General information
- Type: Two seat trainer glider
- National origin: Japan
- Manufacturer: Kirigamine Glider Manufacturing Co/ Light Aircraft Development Co. (LAD)/ Tainan Industry Co.
- Designer: Asahi Miyahara
- Number built: 37 by January 1979

History
- First flight: 1962

= L.A.D. Mita 3 =

The Kirigamine Mita is a training glider, seating two in tandem, designed in Japan in the early 1960s. A modified version, first flown in 1966, was produced in modest numbers.

==Design and development==
The original Mita 3 was designed and built by the Kirigamine Glider Manufacturing Co and flown in 1962. It was then developed and produced in an improved version, the kai 1, by the Light Aircraft Development Co. (L.A.D.) with production later taken over in turn by the Tainan Industry Co., so that the aircraft is also known as the Tainan Mita 3. The kai 1 first flew in 1966.

The Mita 3 is of mixed steel and wood construction, largely covered with plywood and fabric. The shoulder wing is in three pieces, with an unswept, straight leading edge and a centre panel of constant chord; the outer panels are straight tapered. All panels are built around plywood covered single box spars. The Mita designer, Asahi Miyahara, chose a NACA series 6 airfoil, popular at the time, which aimed to optimise laminar flow. The ailerons and the rear wing surfaces are fabric covered and the outer panels are demountable for transportation, the joints covered with aluminium fairings. The wing tips are glass-plastic mouldings. Schempp-Hirth airbrakes, located near mid-chord at the ends of the centre section, extend both above and below the wings.

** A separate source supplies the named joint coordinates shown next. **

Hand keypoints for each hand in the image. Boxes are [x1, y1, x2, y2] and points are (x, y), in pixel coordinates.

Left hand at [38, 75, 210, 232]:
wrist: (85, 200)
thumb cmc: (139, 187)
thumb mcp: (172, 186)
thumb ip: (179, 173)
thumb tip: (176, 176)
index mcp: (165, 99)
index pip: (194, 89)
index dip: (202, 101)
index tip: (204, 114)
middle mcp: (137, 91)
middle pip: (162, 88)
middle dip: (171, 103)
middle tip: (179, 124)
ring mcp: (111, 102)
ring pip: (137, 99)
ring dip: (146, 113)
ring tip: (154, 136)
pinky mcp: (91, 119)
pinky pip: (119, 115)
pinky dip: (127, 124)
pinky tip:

The fuselage of the Mita 3 is steel framed with wooden stringers, polygonal in cross-section and fabric covered apart from a glass reinforced plastic (GRP) nose cone and a short GRP dorsal fairing behind the cockpit. The rear of the single piece, starboard side hinged canopy rises upwards above the rear fuselage line, allowing the instructor to be placed above the pupil pilot in the front seat, with an upper and two small side transparencies to assist his view. The fuselage tapers gently rearwards to the straight tapered tail surfaces; the tailplane is mounted on the top of the fuselage and is, like the wing, a ply box structure with fabric covering aft and carrying fabric covered elevators with a cut out for rudder movement. The fin is similarly plywood skinned, with a small GRP fillet; the rudder, which extends to the keel, is fabric covered, mass balanced and has a GRP tip. The Mita 3 lands on a fixed, rubber sprung monowheel undercarriage and a fixed tailskid.

==Operational history==
37 Mita 3 ka 1 aircraft had been produced by the start of 1979.

==Variants==
- Mita 3
  Original aircraft designed and built by Kiriganine in 1962

- Mita 3 kai 1
  Improved version by L.A.D. and flown in 1966, including a larger cockpit with a raised rear instructor's seat. Produced first by L.A.D. then Tainan.